Orban verlangt Rücktritt von EU-Kommissionsvize Jourova

Der ungarische Ministerpräsident Viktor Orban hat den sofortigen Rücktritt der Vizepräsidentin der EU-Kommission, Vera Jourova, verlangt. In einem heute veröffentlichten Schreiben an EU-Kommissionspräsidentin Ursula von der Leyen nannte Orban Aussagen der Tschechin, wonach in Ungarn eine „kranke Demokratie“ errichtet werde, als Grund. Jourova habe ihr Mandat verletzt, und Ungarn lege bis zum Rücktritt alle Kontakte mit ihr auf Eis.

„Die Aussagen von Vizepräsidentin Vera Jourova sind nicht vereinbar mit ihrem derzeitigen Mandat, und deshalb ist ihr Rücktritt unausweichlich“, sagte Orban. Er empörte sich insbesondere darüber, dass Jourova gesagt habe, die Ungarn könnten sich keine unabhängige Meinung bilden. Das sei eine „inakzeptable“ Beleidigung des ungarischen Volkes.

Jourova ist als Vizepräsidentin der EU-Kommission unter anderem für das Sanktionsverfahren gegen Budapest zuständig.
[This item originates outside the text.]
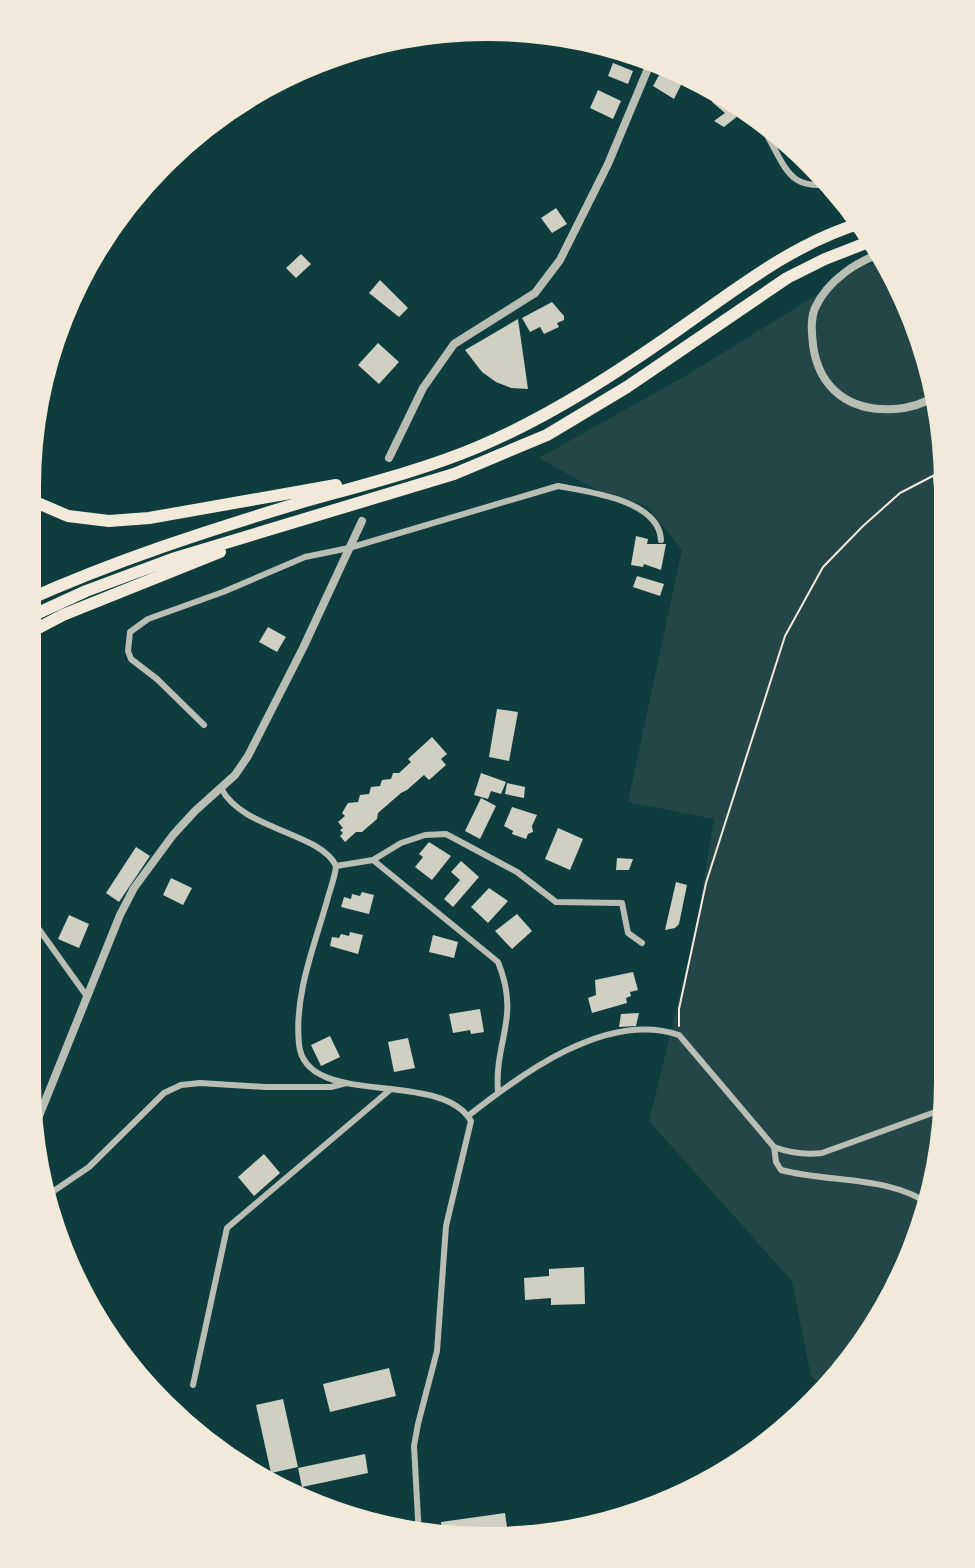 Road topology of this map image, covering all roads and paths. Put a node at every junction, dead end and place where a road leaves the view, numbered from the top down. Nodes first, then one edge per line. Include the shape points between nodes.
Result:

Die der liberalpopulistischen ANO des tschechischen Ministerpräsidenten Andrej Babis angehörende Politikerin gilt als eines der Schwergewichte der Brüsseler Behörde. Orbans Aufforderung erfolgt kurz vor der Veröffentlichung eines Rechtsstaatsberichts durch die Kommissarin.

EU-Kommissionspräsidentin Ursula von der Leyen stellte sich hinter ihre Vizepräsidentin. Jourova habe das „volle Vertrauen“ von der Leyens, sagte eine Sprecherin. Die Präsidentin arbeite „eng“ mit der Tschechin in der Frage der Rechtsstaatlichkeit zusammen.

Scharfe Kritik aus EU-Parlament

Aus dem EU-Parlament kam deutliche Kritik an dem rechtspopulistischen Regierungschef. Jourova „verteidigt unser Recht, unsere Werte und damit auch unsere Gemeinschaft“, schrieb ÖVP-EU-Abgeordneter Othmar Karas auf Twitter. Die SPÖ-Abgeordnete Bettina Vollath teilte in einer Aussendung mit: „"enn eine Frau in klarer Sprache Missstände aufzeigt, werden autoritäre Machthaber nervös.“

Monika Vana, Delegationsleiterin der Grünen im EU-Parlament, übte ebenfalls scharfe Kritik: „Orban täte gut daran, sich weitere überzogene Wortspenden zu sparen und stattdessen die Kritik aus Brüssel ernst zu nehmen.“ Die Rücktrittsaufforderung Orbans zeige, dass der ungarische Ministerpräsident „seine Gegner am liebsten mundtot macht, anstatt sich mit der Kritik auseinanderzusetzen“, heißt es in einer Aussendung von NEOS-Europaabgeordneter Claudia Gamon.